EXERCISE INSTRUCTIONS: Take each line from the entries that holds "Congressional" and copy it out.

Stored dataset items:
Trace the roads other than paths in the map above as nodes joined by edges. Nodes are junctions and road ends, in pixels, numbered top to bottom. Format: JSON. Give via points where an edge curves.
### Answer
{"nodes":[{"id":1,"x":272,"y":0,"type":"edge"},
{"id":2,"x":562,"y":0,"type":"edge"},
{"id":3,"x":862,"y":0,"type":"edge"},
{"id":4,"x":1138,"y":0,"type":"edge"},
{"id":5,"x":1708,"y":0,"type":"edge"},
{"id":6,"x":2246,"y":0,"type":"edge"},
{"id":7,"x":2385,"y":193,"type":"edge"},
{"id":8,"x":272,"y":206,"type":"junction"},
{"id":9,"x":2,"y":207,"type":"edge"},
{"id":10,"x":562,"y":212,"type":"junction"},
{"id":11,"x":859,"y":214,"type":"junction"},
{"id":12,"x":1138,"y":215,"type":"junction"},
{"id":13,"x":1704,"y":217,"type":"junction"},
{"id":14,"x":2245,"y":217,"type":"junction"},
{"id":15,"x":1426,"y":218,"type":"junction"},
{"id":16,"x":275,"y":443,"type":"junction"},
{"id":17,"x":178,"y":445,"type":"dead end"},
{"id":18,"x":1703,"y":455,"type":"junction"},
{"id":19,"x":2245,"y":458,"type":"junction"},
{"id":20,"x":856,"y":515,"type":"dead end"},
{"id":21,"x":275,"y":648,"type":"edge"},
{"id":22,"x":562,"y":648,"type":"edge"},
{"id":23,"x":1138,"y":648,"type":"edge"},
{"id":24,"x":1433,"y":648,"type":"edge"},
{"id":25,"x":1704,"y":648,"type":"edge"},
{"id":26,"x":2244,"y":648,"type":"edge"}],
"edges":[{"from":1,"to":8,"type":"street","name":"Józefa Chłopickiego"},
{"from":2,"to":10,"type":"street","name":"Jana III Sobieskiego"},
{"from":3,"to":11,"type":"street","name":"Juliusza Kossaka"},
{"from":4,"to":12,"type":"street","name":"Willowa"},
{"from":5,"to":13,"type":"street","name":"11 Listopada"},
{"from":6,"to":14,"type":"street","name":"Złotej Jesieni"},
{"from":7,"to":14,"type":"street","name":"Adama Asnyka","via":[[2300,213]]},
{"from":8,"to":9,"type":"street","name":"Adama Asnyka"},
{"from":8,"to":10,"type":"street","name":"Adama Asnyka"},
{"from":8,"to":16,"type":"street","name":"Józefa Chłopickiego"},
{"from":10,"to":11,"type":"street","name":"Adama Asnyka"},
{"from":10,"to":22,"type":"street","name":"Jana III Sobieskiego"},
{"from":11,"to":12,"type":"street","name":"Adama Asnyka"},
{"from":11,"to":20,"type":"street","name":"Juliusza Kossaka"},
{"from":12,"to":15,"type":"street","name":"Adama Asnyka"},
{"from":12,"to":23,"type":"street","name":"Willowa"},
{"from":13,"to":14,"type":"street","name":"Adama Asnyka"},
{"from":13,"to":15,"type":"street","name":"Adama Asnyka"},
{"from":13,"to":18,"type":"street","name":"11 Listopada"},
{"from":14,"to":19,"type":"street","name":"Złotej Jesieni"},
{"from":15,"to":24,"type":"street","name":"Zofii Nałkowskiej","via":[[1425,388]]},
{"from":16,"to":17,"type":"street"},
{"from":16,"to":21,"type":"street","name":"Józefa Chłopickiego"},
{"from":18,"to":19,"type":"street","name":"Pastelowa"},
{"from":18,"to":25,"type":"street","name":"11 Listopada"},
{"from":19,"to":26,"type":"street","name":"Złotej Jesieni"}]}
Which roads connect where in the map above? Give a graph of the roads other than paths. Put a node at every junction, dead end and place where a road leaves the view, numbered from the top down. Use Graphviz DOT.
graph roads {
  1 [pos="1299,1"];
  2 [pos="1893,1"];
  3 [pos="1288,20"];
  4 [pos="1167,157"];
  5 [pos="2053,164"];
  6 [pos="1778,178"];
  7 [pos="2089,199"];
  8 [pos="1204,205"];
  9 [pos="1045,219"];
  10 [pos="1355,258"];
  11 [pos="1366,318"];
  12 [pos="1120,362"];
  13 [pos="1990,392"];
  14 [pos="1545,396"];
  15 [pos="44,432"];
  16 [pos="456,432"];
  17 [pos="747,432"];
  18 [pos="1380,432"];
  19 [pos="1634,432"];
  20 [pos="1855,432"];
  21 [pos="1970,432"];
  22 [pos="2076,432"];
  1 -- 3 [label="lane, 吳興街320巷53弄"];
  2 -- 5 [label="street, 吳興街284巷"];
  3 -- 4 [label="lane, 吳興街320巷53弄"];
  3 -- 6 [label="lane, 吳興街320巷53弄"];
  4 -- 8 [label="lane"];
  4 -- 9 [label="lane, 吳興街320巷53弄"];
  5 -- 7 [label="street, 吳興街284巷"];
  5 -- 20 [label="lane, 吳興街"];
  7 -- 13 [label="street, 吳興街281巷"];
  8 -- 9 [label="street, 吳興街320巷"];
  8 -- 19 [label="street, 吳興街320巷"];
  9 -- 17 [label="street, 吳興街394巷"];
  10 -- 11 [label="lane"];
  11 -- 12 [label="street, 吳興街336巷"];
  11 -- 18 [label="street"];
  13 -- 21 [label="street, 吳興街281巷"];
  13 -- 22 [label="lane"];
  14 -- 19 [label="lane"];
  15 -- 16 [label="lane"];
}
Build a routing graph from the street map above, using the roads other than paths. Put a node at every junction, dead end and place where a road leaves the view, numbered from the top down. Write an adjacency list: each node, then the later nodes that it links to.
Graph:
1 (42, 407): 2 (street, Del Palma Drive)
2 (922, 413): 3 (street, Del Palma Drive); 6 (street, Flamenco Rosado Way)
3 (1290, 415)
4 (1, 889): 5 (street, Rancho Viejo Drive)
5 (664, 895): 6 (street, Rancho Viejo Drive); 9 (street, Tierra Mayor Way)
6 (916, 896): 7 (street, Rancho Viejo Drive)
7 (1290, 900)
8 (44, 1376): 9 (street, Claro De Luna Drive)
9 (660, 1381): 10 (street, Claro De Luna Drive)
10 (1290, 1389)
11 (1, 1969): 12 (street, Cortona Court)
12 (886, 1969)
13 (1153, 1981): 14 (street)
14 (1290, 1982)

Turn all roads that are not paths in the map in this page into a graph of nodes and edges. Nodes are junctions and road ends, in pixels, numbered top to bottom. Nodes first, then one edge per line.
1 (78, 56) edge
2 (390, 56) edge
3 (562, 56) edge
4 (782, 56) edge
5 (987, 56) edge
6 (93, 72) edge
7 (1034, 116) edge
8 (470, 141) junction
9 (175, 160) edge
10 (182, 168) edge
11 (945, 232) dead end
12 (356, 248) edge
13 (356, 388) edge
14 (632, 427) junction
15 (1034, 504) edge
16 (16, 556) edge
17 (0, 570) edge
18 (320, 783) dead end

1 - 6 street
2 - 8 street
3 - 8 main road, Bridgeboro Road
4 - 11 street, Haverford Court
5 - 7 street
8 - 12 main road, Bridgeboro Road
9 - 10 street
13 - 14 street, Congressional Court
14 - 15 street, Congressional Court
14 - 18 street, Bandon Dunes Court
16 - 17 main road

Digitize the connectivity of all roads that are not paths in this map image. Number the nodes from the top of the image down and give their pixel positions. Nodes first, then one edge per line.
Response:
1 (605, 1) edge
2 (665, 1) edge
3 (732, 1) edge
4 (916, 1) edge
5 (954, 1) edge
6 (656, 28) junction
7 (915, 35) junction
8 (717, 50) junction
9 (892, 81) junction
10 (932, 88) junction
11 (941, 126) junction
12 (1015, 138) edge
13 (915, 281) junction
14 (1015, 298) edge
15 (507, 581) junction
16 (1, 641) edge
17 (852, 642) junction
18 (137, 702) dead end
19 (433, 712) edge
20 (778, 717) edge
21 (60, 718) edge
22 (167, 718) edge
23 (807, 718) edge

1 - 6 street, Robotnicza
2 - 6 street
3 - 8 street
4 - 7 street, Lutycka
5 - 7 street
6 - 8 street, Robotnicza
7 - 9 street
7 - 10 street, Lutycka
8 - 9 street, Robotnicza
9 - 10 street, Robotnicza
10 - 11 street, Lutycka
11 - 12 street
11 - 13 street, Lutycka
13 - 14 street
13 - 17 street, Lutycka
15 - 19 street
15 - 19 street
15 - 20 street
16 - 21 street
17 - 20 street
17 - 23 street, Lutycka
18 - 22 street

ANSWER TO THIS TASK:
13 - 14 street, Congressional Court
14 - 15 street, Congressional Court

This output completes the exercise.